[The problem] Exactly and only the lines from the one with "ring dip: (192, 198)" through the last line of the records need to be set down; please skip the pictures.

--- Task input Enclosed Below ---

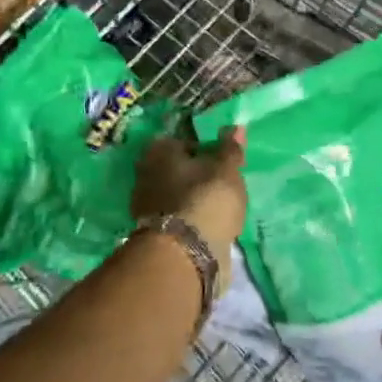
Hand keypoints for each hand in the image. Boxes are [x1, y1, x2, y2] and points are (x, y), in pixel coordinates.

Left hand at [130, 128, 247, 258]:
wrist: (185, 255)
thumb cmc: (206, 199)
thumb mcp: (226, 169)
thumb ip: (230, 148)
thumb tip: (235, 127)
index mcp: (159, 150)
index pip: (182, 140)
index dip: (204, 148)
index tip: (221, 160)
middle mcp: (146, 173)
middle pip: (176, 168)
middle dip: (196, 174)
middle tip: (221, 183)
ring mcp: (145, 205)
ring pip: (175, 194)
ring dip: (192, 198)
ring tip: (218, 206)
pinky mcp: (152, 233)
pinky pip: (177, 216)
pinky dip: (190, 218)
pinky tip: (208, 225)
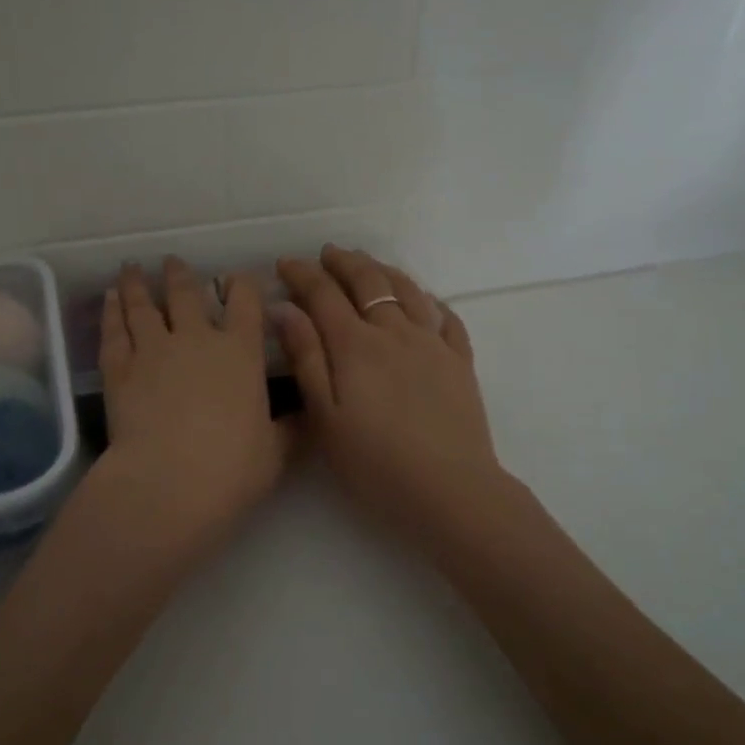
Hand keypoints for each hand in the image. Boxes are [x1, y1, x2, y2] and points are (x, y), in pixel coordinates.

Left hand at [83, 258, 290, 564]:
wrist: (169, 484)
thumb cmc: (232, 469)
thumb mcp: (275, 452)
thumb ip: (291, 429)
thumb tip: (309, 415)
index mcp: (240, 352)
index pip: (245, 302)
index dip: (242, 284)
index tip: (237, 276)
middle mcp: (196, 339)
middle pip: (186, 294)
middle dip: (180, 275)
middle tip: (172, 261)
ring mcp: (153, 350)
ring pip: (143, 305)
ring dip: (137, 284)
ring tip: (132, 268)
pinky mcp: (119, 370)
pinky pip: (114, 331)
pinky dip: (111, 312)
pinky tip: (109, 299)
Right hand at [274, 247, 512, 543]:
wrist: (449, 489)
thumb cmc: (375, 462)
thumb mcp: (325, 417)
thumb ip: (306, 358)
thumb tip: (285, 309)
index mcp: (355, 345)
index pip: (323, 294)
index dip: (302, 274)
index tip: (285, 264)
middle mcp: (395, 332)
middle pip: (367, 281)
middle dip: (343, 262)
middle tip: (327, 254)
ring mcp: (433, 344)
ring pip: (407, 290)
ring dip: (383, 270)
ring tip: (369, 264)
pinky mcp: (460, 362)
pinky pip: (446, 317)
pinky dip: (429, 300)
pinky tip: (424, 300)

--- End of Enclosed Task input ---

[Finished exercise]
ring dip: (192, 198)
ring tip: (218, 206)
pinky mcp: (152, 233)
pinky pip: (177, 216)
pinky dip: (190, 218)
pinky tip: (208, 225)
Hand keypoints for each hand in the image. Boxes are [x1, y1, x2, y2] and points are (x, y), in pixel coordinates.

Left hand at [83, 258, 290, 564]:
wrist: (169, 484)
thumb cmc: (232, 469)
thumb mcp: (275, 452)
thumb ip: (291, 429)
thumb tip: (309, 415)
index mcp: (240, 352)
index pip: (245, 302)
index dip: (242, 284)
index tip: (237, 276)
middle mcp: (196, 339)
middle pip: (186, 294)
middle dip: (180, 275)
middle tip: (172, 261)
ring mcp: (153, 350)
ring pip: (143, 305)
ring dip: (137, 284)
ring tip: (132, 268)
pinky mcp: (119, 370)
pinky pip: (114, 331)
pinky dip: (111, 312)
pinky tip: (109, 299)
Right hand at [274, 247, 512, 543]:
wrist: (449, 489)
thumb cmc: (375, 462)
thumb mcp: (325, 417)
thumb ip: (306, 358)
thumb tip: (285, 309)
index mcp: (355, 345)
index pip: (323, 294)
index dip: (302, 274)
index tip: (285, 264)
middle mcp: (395, 332)
middle pip: (367, 281)
middle dip: (343, 262)
middle tip: (327, 254)
ring mcp: (433, 344)
ring pip: (407, 290)
ring dip: (383, 270)
ring tip: (369, 264)
pinky mcp: (460, 362)
pinky pip: (446, 317)
pinky dip: (429, 300)
pinky tip: (424, 300)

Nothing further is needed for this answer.